# Exercise
Every line below is to be given again precisely; images are to be left out.

# Exercise inputs
- - - -

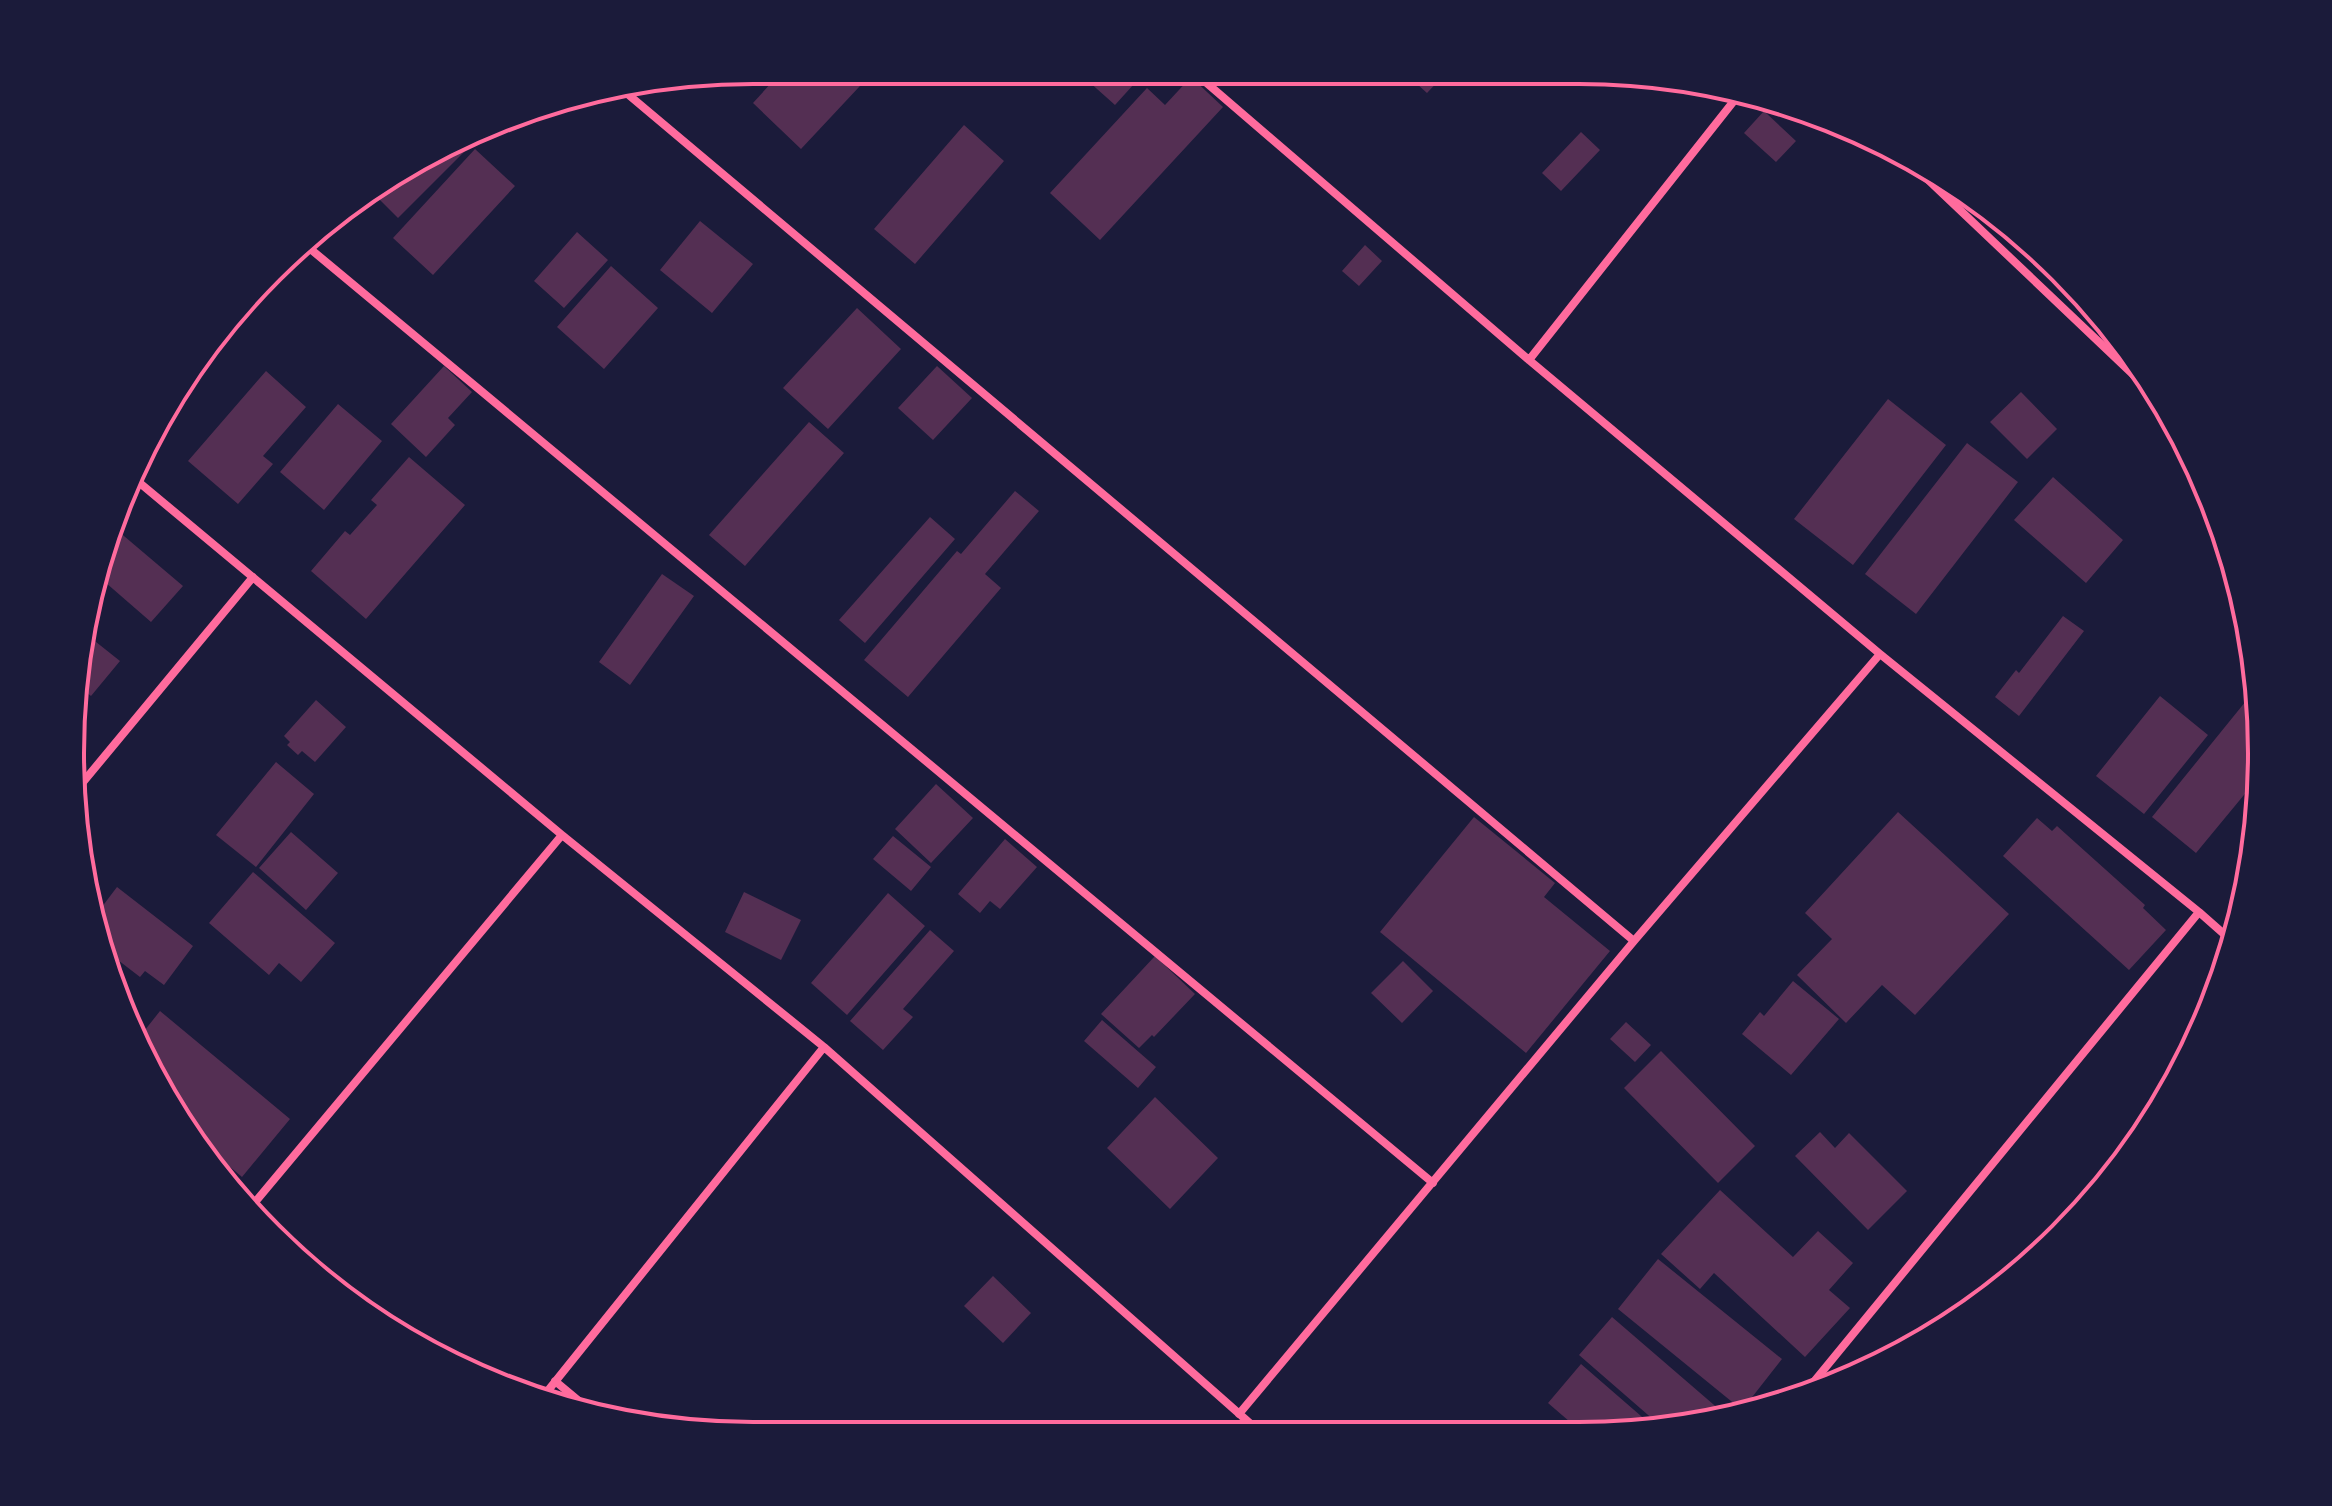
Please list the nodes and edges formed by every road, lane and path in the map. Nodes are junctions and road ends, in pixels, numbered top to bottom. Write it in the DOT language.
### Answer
graph roads {
  1 [pos="1208,84"];
  2 [pos="630,96"];
  3 [pos="1733,102"];
  4 [pos="1937,188"];
  5 [pos="312,250"];
  6 [pos="1529,360"];
  7 [pos="2124,366"];
  8 [pos="141,484"];
  9 [pos="253,577"];
  10 [pos="1880,654"];
  11 [pos="85,780"];
  12 [pos="562,835"];
  13 [pos="2199,912"];
  14 [pos="2223,933"];
  15 [pos="1634,941"];
  16 [pos="824,1047"];
  17 [pos="1433,1183"];
  18 [pos="256,1201"];
  19 [pos="1817,1377"];
  20 [pos="555,1381"];
  21 [pos="549,1389"];
  22 [pos="575,1397"];
  23 [pos="1239,1414"];
  24 [pos="1248,1422"];
  1 -- 6 [label="street"];
  2 -- 15 [label="street"];
  3 -- 6 [label="street"];
  4 -- 7 [label="street"];
  5 -- 17 [label="street"];
  6 -- 10 [label="street"];
  8 -- 9 [label="street"];
  9 -- 11 [label="street"];
  9 -- 12 [label="street"];
  10 -- 13 [label="street"];
  10 -- 15 [label="street"];
  12 -- 16 [label="street"];
  12 -- 18 [label="street"];
  13 -- 14 [label="street"];
  13 -- 19 [label="street"];
  15 -- 17 [label="street"];
  16 -- 20 [label="street"];
  16 -- 23 [label="street"];
  17 -- 23 [label="street"];
  20 -- 21 [label="street"];
  20 -- 22 [label="street"];
  23 -- 24 [label="street"];
}
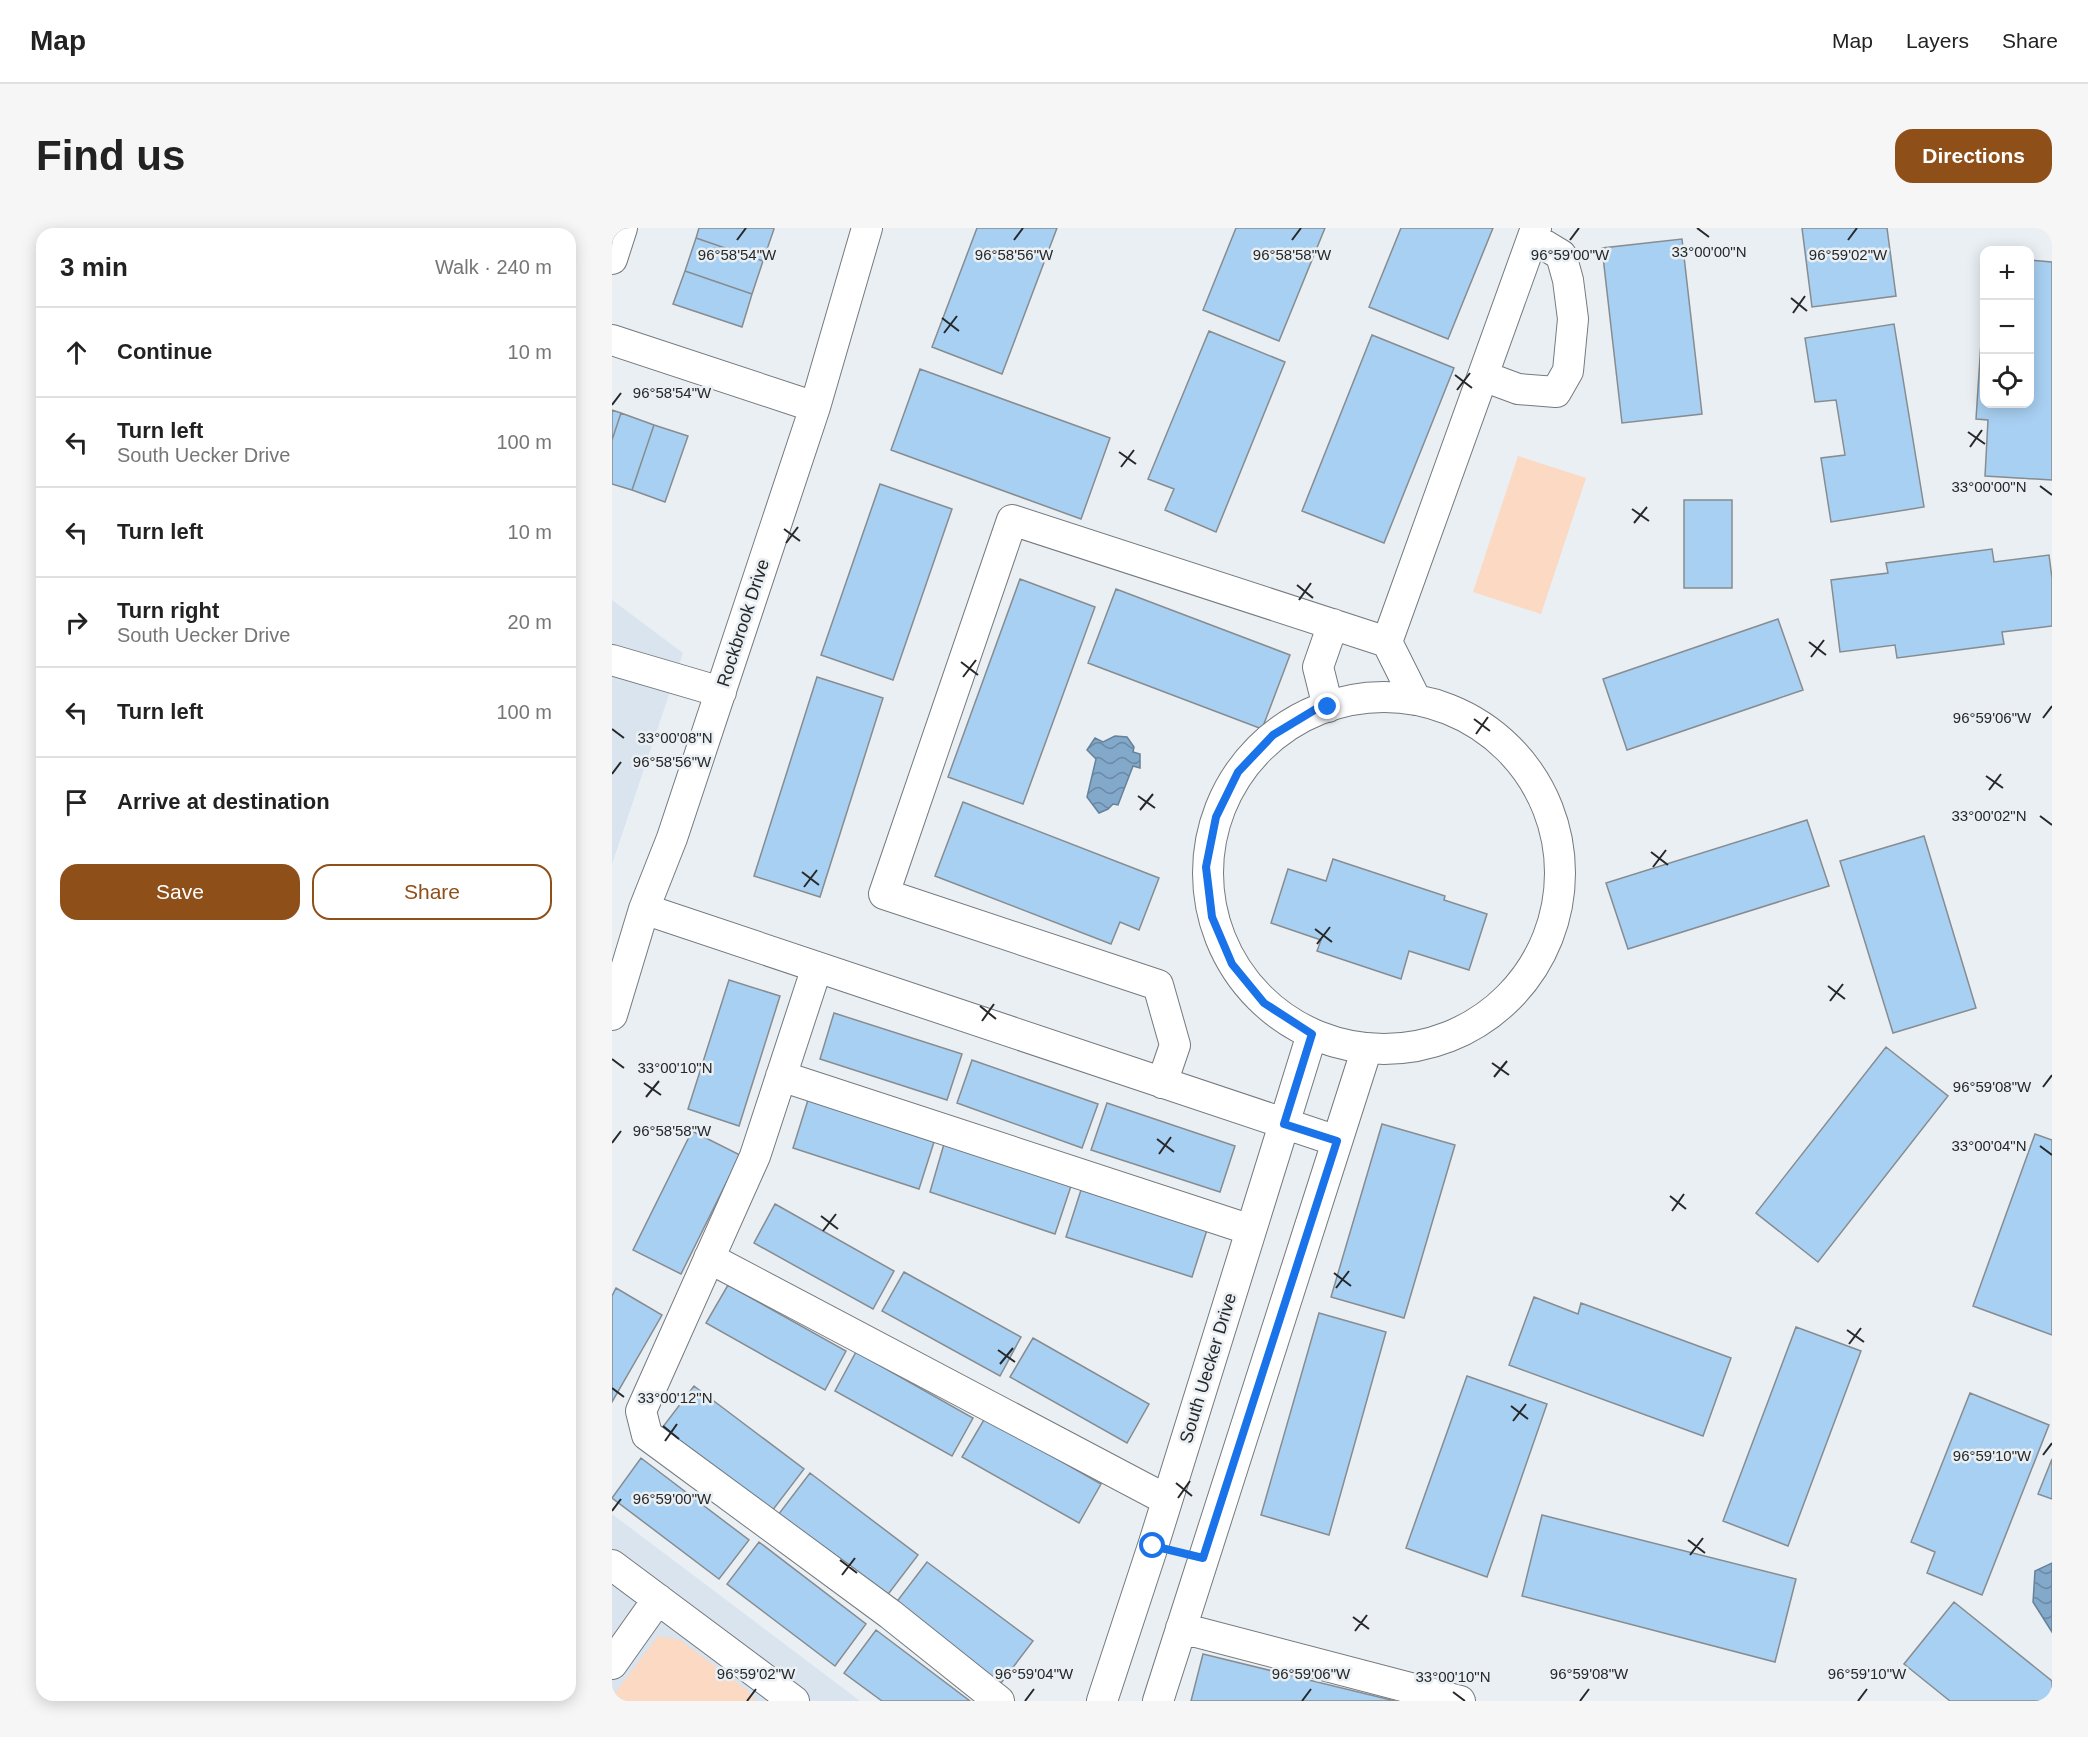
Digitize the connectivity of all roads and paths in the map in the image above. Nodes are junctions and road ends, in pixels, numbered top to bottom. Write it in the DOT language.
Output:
graph roads {
  1 [pos="622,228"];
  2 [pos="867,228"];
  3 [pos="1534,233"];
  4 [pos="612,259"];
  5 [pos="612,340"];
  6 [pos="1483,376"];
  7 [pos="815,407"];
  8 [pos="1333,624"];
  9 [pos="1387,642"];
  10 [pos="612,660"];
  11 [pos="721,692"];
  12 [pos="1416,700"];
  13 [pos="1328,707"];
  14 [pos="644,909"];
  15 [pos="817,967"];
  16 [pos="612,1015"];
  17 [pos="1312,1034"];
  18 [pos="1367,1048"];
  19 [pos="781,1076"];
  20 [pos="1162,1083"];
  21 [pos="1284,1124"];
  22 [pos="1337,1141"];
  23 [pos="1251,1230"];
  24 [pos="709,1258"];
  25 [pos="1167,1500"];
  26 [pos="1153,1546"];
  27 [pos="1203,1558"];
  28 [pos="612,1565"];
  29 [pos="657,1599"];
  30 [pos="1181,1628"];
  31 [pos="612,1664"];
  32 [pos="794,1701"];
  33 [pos="999,1701"];
  34 [pos="1102,1701"];
  35 [pos="1158,1701"];
  36 [pos="1460,1701"];
  1 -- 4 [label="street"];
  2 -- 7 [label="street, Rockbrook Drive"];
  3 -- 6 [label="street"];
  3 -- 6 [label="street"];
  5 -- 7 [label="street"];
  6 -- 9 [label="street"];
  7 -- 11 [label="street, Rockbrook Drive"];
  8 -- 9 [label="street"];
  8 -- 13 [label="street"];
  8 -- 20 [label="street"];
  9 -- 12 [label="street"];
  10 -- 11 [label="street"];
  11 -- 14 [label="street, Rockbrook Drive"];
  12 -- 13 [label="street"];
  12 -- 18 [label="street"];
  13 -- 17 [label="street"];
  14 -- 15 [label="street"];
  14 -- 16 [label="street, Rockbrook Drive"];
  15 -- 19 [label="street"];
  15 -- 20 [label="street"];
  17 -- 18 [label="street"];
  17 -- 21 [label="street, South Uecker Drive"];
  18 -- 22 [label="street"];
  19 -- 23 [label="street"];
  19 -- 24 [label="street"];
  20 -- 21 [label="street"];
  21 -- 22 [label="street"];
  21 -- 23 [label="street, South Uecker Drive"];
  22 -- 27 [label="street"];
  23 -- 25 [label="street, South Uecker Drive"];
  24 -- 25 [label="street"];
  24 -- 33 [label="street"];
  25 -- 26 [label="street, South Uecker Drive"];
  26 -- 27 [label="street"];
  26 -- 34 [label="street, South Uecker Drive"];
  27 -- 30 [label="street"];
  28 -- 29 [label="street"];
  29 -- 31 [label="street"];
  29 -- 32 [label="street"];
  30 -- 35 [label="street"];
  30 -- 36 [label="street"];
}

- - - -

# Answer box
Please list the nodes and edges formed by every road, lane and path in the map. Nodes are junctions and road ends, in pixels, numbered top to bottom. Write it in the DOT language.
### Answer
graph roads {
  1 [pos="1208,84"];
  2 [pos="630,96"];
  3 [pos="1733,102"];
  4 [pos="1937,188"];
  5 [pos="312,250"];
  6 [pos="1529,360"];
  7 [pos="2124,366"];
  8 [pos="141,484"];
  9 [pos="253,577"];
  10 [pos="1880,654"];
  11 [pos="85,780"];
  12 [pos="562,835"];
  13 [pos="2199,912"];
  14 [pos="2223,933"];
  15 [pos="1634,941"];
  16 [pos="824,1047"];
  17 [pos="1433,1183"];
  18 [pos="256,1201"];
  19 [pos="1817,1377"];
  20 [pos="555,1381"];
  21 [pos="549,1389"];
  22 [pos="575,1397"];
  23 [pos="1239,1414"];
  24 [pos="1248,1422"];
  1 -- 6 [label="street"];
  2 -- 15 [label="street"];
  3 -- 6 [label="street"];
  4 -- 7 [label="street"];
  5 -- 17 [label="street"];
  6 -- 10 [label="street"];
  8 -- 9 [label="street"];
  9 -- 11 [label="street"];
  9 -- 12 [label="street"];
  10 -- 13 [label="street"];
  10 -- 15 [label="street"];
  12 -- 16 [label="street"];
  12 -- 18 [label="street"];
  13 -- 14 [label="street"];
  13 -- 19 [label="street"];
  15 -- 17 [label="street"];
  16 -- 20 [label="street"];
  16 -- 23 [label="street"];
  17 -- 23 [label="street"];
  20 -- 21 [label="street"];
  20 -- 22 [label="street"];
  23 -- 24 [label="street"];
}
Digitize the connectivity of all roads and paths in the map in the image above. Nodes are junctions and road ends, in pixels, numbered top to bottom. Write it in the DOT language.
Output:
graph roads {
  1 [pos="622,228"];
  2 [pos="867,228"];
  3 [pos="1534,233"];
  4 [pos="612,259"];
  5 [pos="612,340"];
  6 [pos="1483,376"];
  7 [pos="815,407"];
  8 [pos="1333,624"];
  9 [pos="1387,642"];
  10 [pos="612,660"];
  11 [pos="721,692"];
  12 [pos="1416,700"];
  13 [pos="1328,707"];
  14 [pos="644,909"];
  15 [pos="817,967"];
  16 [pos="612,1015"];
  17 [pos="1312,1034"];
  18 [pos="1367,1048"];
  19 [pos="781,1076"];
  20 [pos="1162,1083"];
  21 [pos="1284,1124"];
  22 [pos="1337,1141"];
  23 [pos="1251,1230"];
  24 [pos="709,1258"];
  25 [pos="1167,1500"];
  26 [pos="1153,1546"];
  27 [pos="1203,1558"];
  28 [pos="612,1565"];
  29 [pos="657,1599"];
  30 [pos="1181,1628"];
  31 [pos="612,1664"];
  32 [pos="794,1701"];
  33 [pos="999,1701"];
  34 [pos="1102,1701"];
  35 [pos="1158,1701"];
  36 [pos="1460,1701"];
  1 -- 4 [label="street"];
  2 -- 7 [label="street, Rockbrook Drive"];
  3 -- 6 [label="street"];
  3 -- 6 [label="street"];
  5 -- 7 [label="street"];
  6 -- 9 [label="street"];
  7 -- 11 [label="street, Rockbrook Drive"];
  8 -- 9 [label="street"];
  8 -- 13 [label="street"];
  8 -- 20 [label="street"];
  9 -- 12 [label="street"];
  10 -- 11 [label="street"];
  11 -- 14 [label="street, Rockbrook Drive"];
  12 -- 13 [label="street"];
  12 -- 18 [label="street"];
  13 -- 17 [label="street"];
  14 -- 15 [label="street"];
  14 -- 16 [label="street, Rockbrook Drive"];
  15 -- 19 [label="street"];
  15 -- 20 [label="street"];
  17 -- 18 [label="street"];
  17 -- 21 [label="street, South Uecker Drive"];
  18 -- 22 [label="street"];
  19 -- 23 [label="street"];
  19 -- 24 [label="street"];
  20 -- 21 [label="street"];
  21 -- 22 [label="street"];
  21 -- 23 [label="street, South Uecker Drive"];
  22 -- 27 [label="street"];
  23 -- 25 [label="street, South Uecker Drive"];
  24 -- 25 [label="street"];
  24 -- 33 [label="street"];
  25 -- 26 [label="street, South Uecker Drive"];
  26 -- 27 [label="street"];
  26 -- 34 [label="street, South Uecker Drive"];
  27 -- 30 [label="street"];
  28 -- 29 [label="street"];
  29 -- 31 [label="street"];
  29 -- 32 [label="street"];
  30 -- 35 [label="street"];
  30 -- 36 [label="street"];
}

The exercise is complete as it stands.